Bengaluru: A 19-year-long relentless effort to bridge the gap between rural and urban India that started in Delhi has found its roots in Bengaluru and is now spreading across villages in 11 districts of Karnataka.
“Bengaluru is one of our most active centres as we have a lot of volunteers and tie-ups with many organisations here. People are more socially active and we have many successful collection drives in Bengaluru,” says Meenakshi Gupta, co-founder, Goonj.
The NGO focuses on rural parts of the country and works on issues like water, sanitation, public hygiene, women's health and hygiene and also sanitation. In Karnataka’s 11 districts, the rural workforce has received help from various programmes run by Goonj. “The main campaigns running in the state are Cloth for Work, Not Just a Piece of Cloth, School to School (S2S) and also Rahat (disaster relief and rehabilitation). We conduct awareness camps on health and hygiene and women's health. We have tied up with various shelters, which send us their requirements and we facilitate their needs," says Chandan, the programme head in Bengaluru. Over 100 active volunteers are working on various projects and Goonj team has also tied up with various corporate companies, which help facilitate human resources when required in the city.
Cloth for Work (CFW) is a holistic rural development initiative, where the Goonj team motivates village communities to solve their own problems with Family Kits (containing the requirements of a family which is gifted to a family for participating in various village development works). Under the initiative, close to 9,500 members have been given kits in Karnataka. “The idea is that it feels like a reward for doing something for their own community and it gives them a sense of ownership. We don't look at them as beneficiaries, but as stakeholders, and that changes the way the whole initiative is run because it is then managed by the village community which identifies the problem and also works towards the solution. We just facilitate the help that is needed. We have had communities gathering to dig wells, construct bamboo bridges, clean water bodies and other such issues with none of them feeling burdened, but rather like an active stakeholder," explains Meenakshi.
"We are currently targeting 11 districts through our partner NGOS in various places and we take the entire village under our initiatives which can be health and hygiene and also desilting of ponds and others," says Chandan.
Goonj has 27 collection camps located across the city where people can drop the requirements. In a recent drive, the NGO collected school-related material and also baby products like prams and toys. “This is an ongoing project and people drop unused or no longer in use products which after going through a detailed process of selection are then collected and sent to various shelters or Anganwadis in and across the city and also schools in villages," explains Meenakshi. The idea is to channelise urban surplus, like educational material, to small resource-starved schools in far-flung villages.
These materials are powerful tools for behavioural changes among children in rural schools. “The dropout rates have reduced drastically as children are more intrigued to come to education centres that have interesting materials," Chandan adds.

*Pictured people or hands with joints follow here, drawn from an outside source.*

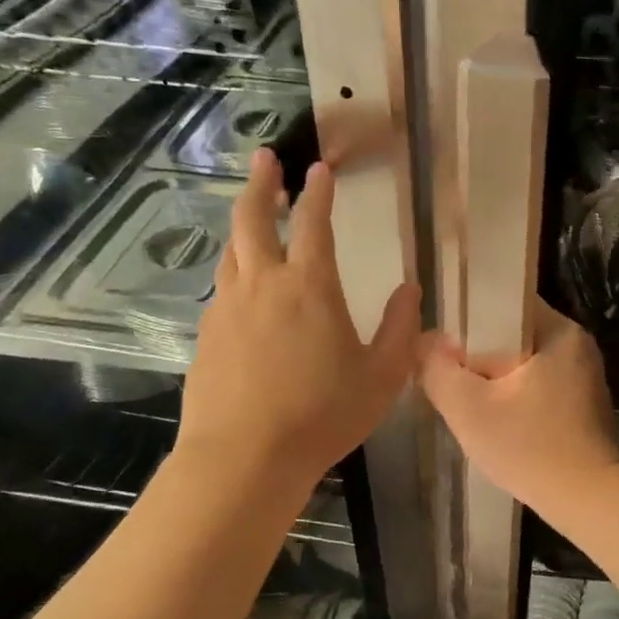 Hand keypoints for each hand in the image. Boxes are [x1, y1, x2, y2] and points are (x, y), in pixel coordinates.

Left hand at [179, 149, 419, 483]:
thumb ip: (399, 329)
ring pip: (231, 251)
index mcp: (309, 288)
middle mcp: (263, 285)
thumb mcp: (381, 377)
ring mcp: (228, 309)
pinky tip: (245, 290)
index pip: (313, 224)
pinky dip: (235, 272)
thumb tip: (411, 290)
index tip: (319, 168)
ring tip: (252, 215)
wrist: (244, 458)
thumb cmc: (323, 415)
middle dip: (261, 185)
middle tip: (265, 160)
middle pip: (253, 219)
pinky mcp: (207, 336)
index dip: (318, 192)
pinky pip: (223, 290)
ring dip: (243, 224)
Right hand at [419, 302, 618, 511]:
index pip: (504, 301)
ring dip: (494, 375)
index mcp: (558, 331)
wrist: (589, 500)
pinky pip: (537, 382)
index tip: (440, 336)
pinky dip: (513, 392)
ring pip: (523, 360)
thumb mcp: (470, 409)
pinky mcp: (581, 400)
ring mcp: (582, 373)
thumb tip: (424, 341)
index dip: (467, 314)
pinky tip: (493, 414)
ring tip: (463, 392)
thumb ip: (438, 369)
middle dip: (477, 350)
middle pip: (512, 332)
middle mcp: (575, 344)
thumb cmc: (531, 448)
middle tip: (445, 369) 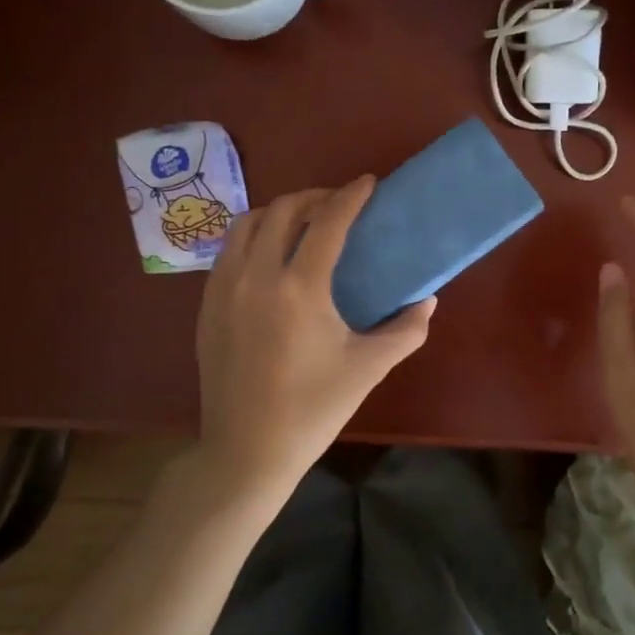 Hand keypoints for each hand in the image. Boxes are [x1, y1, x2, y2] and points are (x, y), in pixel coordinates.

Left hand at [195, 176, 434, 512]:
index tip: (368, 183)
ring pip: (247, 224)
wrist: (246, 451)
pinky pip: (228, 251)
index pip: (327, 222)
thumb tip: (428, 301)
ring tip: (303, 224)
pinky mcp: (206, 306)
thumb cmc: (313, 409)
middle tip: (339, 205)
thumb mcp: (368, 368)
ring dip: (279, 213)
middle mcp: (256, 276)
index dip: (350, 196)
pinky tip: (271, 258)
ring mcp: (223, 289)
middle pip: (283, 210)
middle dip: (315, 197)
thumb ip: (406, 330)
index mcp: (299, 288)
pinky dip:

Another source of livelihood for the village women comes from the Cloth for Work initiative. “It dignifies receiving while putting the decision making (about what issues to work on) in the hands of rural communities, giving them a sense of empowerment in solving their own problems. Women make sanitary napkins from unused cloth materials which obviously are in good condition, but not as good as the one that is collected from various collection drives. It also solves the problem of excess by channelising it into something that is essential," Meenakshi stresses.